Social Media + Radio = ?
June 11, 2013
The importance of driving chatter on social media for indirectly promoting and sustaining brands is something Mary Beth Garber, EVP/Radio Analysis and Insights at Katz Radio Group, knows all too well. Mary Beth specializes in strategic analysis and development for sales and marketing.
She recently shared with me an insightful (and funny) interview that All Things Digital's Kara Swisher conducted with Anne Sweeney, co-chair of Disney Media Networks and president of Disney/ABC Television Group, and I. Marlene King, executive producer of "Pretty Little Liars" and "Ravenswood."
The interview is about the impact that social media has on today's pop culture. When you have a minute you can read the entire interview here.
It's a conversation everyone in radio should be having internally about the power of the fan's voice, having the entire team on board with Twitter, and the essence of social.
All too often, we see brands approaching social with basic questions such as, "How do I get more followers," or "How can I generate revenue from it?" And while there's certainly nothing wrong with wanting a large social fan base or creating a secondary revenue stream, the fact of the matter is that social media is personal for people.

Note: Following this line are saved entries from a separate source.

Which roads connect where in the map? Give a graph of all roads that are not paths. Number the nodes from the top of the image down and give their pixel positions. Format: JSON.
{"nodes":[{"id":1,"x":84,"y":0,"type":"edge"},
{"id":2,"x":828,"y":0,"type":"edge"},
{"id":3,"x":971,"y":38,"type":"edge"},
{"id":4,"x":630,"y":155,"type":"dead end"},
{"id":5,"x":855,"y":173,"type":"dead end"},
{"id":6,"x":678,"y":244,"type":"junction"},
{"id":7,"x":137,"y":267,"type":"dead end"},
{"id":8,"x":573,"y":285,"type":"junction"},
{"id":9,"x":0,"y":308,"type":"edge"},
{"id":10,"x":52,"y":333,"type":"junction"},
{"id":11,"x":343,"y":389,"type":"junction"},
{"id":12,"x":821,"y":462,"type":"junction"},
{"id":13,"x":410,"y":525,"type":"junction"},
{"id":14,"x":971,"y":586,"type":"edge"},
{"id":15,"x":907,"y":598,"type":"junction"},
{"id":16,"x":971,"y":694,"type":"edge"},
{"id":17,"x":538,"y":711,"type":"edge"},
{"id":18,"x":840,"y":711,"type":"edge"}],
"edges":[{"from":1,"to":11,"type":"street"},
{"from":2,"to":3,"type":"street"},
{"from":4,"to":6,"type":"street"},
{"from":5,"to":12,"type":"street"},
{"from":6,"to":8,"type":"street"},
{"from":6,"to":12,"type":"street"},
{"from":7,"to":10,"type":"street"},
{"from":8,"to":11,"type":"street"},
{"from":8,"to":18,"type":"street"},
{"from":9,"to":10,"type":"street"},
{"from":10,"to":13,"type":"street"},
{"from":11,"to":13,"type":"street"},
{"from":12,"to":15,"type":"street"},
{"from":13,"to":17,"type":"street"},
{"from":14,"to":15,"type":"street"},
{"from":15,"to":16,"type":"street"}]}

Therefore brands should have a human approach – not that common thinking bottom line approach.
A great starting point could be answering some of the questions ATD's Kara Swisher asked the ABC execs. For example:
"How does Twitter help you as a creator?"
"Do you want to be guided by your fans?"
"Do you see [Twitter] as a marketing thing, or is it really an integral part of the creative process now?"
How would you answer these same questions?
The social space isn't about persuading fans to listen to you as much as it is fitting your brand into their conversations and making a commitment to use these platforms to make their lives better.
Making them feel seen and heard.
That's the real currency today.
Allowing people to feel like they have a voice.
Fans today are already exchanging ideas and reactions with creators and actors of some of TV's biggest shows. It's exciting when Shonda Rhimes, creator of ABC's "Scandal," gets on Twitter and teases fans – but more importantly – when she thanks them, and dialogues with them, too.
There's no doubt a show like "Scandal" is getting a lift in ratings from their use of Twitter (even during re-runs).
They are involved. They participate in the conversation that fans have about the show.
You may recall in April that a study from Nielsen compiled with SocialGuide reported a "statistically significant relationship" between Twitter activity and television ratings – especially among younger demographics.
We may not have anything tangible in our hands right now regarding radio's ratings and Twitter but it's a safe bet that we can benefit from social, too.
But only when trust is built.
We are not entitled to a social fan base.
We may have remarkable traditional brands that fans come to every day and even participate with – but when it comes to having believability in the social space, you can't force trust.
If social is going to correlate to higher ratings for your radio station, genuine effort is required. Fans will not automatically participate with us socially just because they listen to our radio stations.
But when we consistently play to their passions, emulate their language, and acknowledge them when they speak, they are likelier to be more interested in us socially.
There are steps involved in putting a social fan base in place and when executed properly, you will find this group of fans more active and engaged than perhaps the passivity you see in your email marketing database.
It's because these are chatty folks who love to voice their opinions and point their friends in directions where they perceive value.
Evaluate your social behavior.
Allow this space to not be just about your brand but an indirect path to your brand that fully involves the fans.